[PROBLEM REQUIREMENTS]: Skipping all images, output the listing word for word.
MATERIAL PROVIDED below:
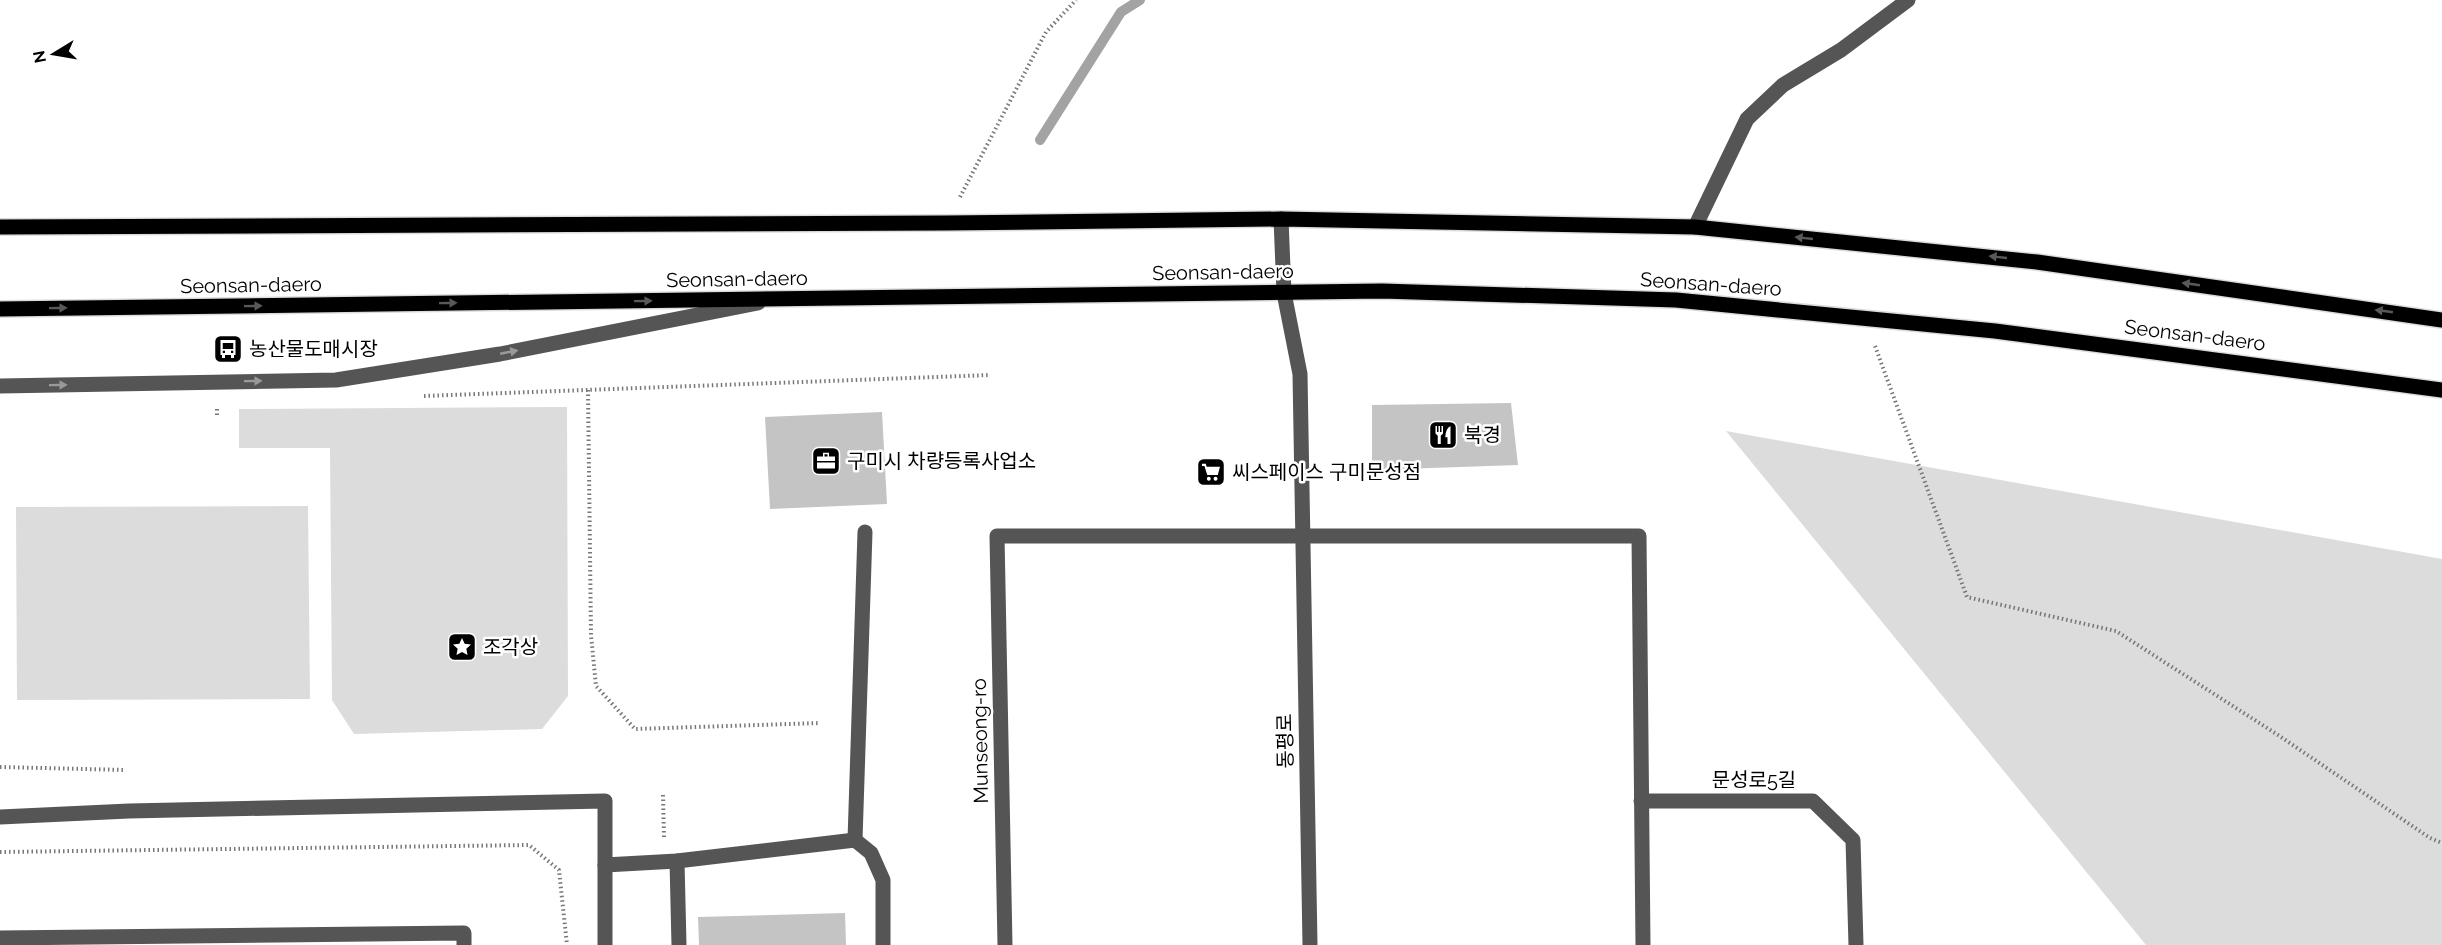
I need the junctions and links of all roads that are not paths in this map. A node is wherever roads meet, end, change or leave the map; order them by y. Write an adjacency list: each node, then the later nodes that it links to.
1 (1908, 0): 3 (street)
2 (1281, 219): 3 (main road); 4 (main road); 5 (street, 동평로)
3 (1695, 226): 8 (main road, one-way to 3)
4 (0, 227)
5 (1284, 293): 6 (main road, Seonsan-daero); 10 (main road, Seonsan-daero); 12 (street, 동평로)
6 (780, 299): 7 (main road, Seonsan-daero, one-way to 6); 9 (street, one-way to 6)
7 (0, 309)
8 (2442, 320)
9 (0, 386)
10 (2442, 390)
11 (865, 532): 15 (street)
12 (1302, 536): 13 (street); 23 (street, Munseong-ro); 24 (street, 동평로)
13 (1641, 801): 25 (street); 26 (street, 문성로5길)
14 (0, 817): 17 (street)
15 (855, 840): 16 (street); 22 (street)
16 (677, 861): 17 (street); 21 (street)
17 (605, 865): 20 (street)
18 (0, 938): 19 (street)
19 (464, 945)
20 (605, 945)
21 (679, 945)
22 (883, 945)
23 (1005, 945)
24 (1310, 945)
25 (1643, 945)
26 (1856, 945)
End of MATERIAL PROVIDED.
[SOLUTION TO THE EXERCISE]:
I need the junctions and links of all roads that are not paths in this map. A node is wherever roads meet, end, change or leave the map; order them by y. Write an adjacency list: each node, then the later nodes that it links to.
1 (1908, 0): 3 (street)
2 (1281, 219): 3 (main road); 4 (main road); 5 (street, 동평로)
3 (1695, 226): 8 (main road, one-way to 3)
4 (0, 227)
5 (1284, 293): 6 (main road, Seonsan-daero); 10 (main road, Seonsan-daero); 12 (street, 동평로)
6 (780, 299): 7 (main road, Seonsan-daero, one-way to 6); 9 (street, one-way to 6)
7 (0, 309)
8 (2442, 320)
9 (0, 386)
10 (2442, 390)
11 (865, 532): 15 (street)
12 (1302, 536): 13 (street); 23 (street, Munseong-ro); 24 (street, 동평로)
13 (1641, 801): 25 (street); 26 (street, 문성로5길)
14 (0, 817): 17 (street)
15 (855, 840): 16 (street); 22 (street)
16 (677, 861): 17 (street); 21 (street)
17 (605, 865): 20 (street)
18 (0, 938): 19 (street)
19 (464, 945)
20 (605, 945)
21 (679, 945)
22 (883, 945)
23 (1005, 945)
24 (1310, 945)
25 (1643, 945)
26 (1856, 945)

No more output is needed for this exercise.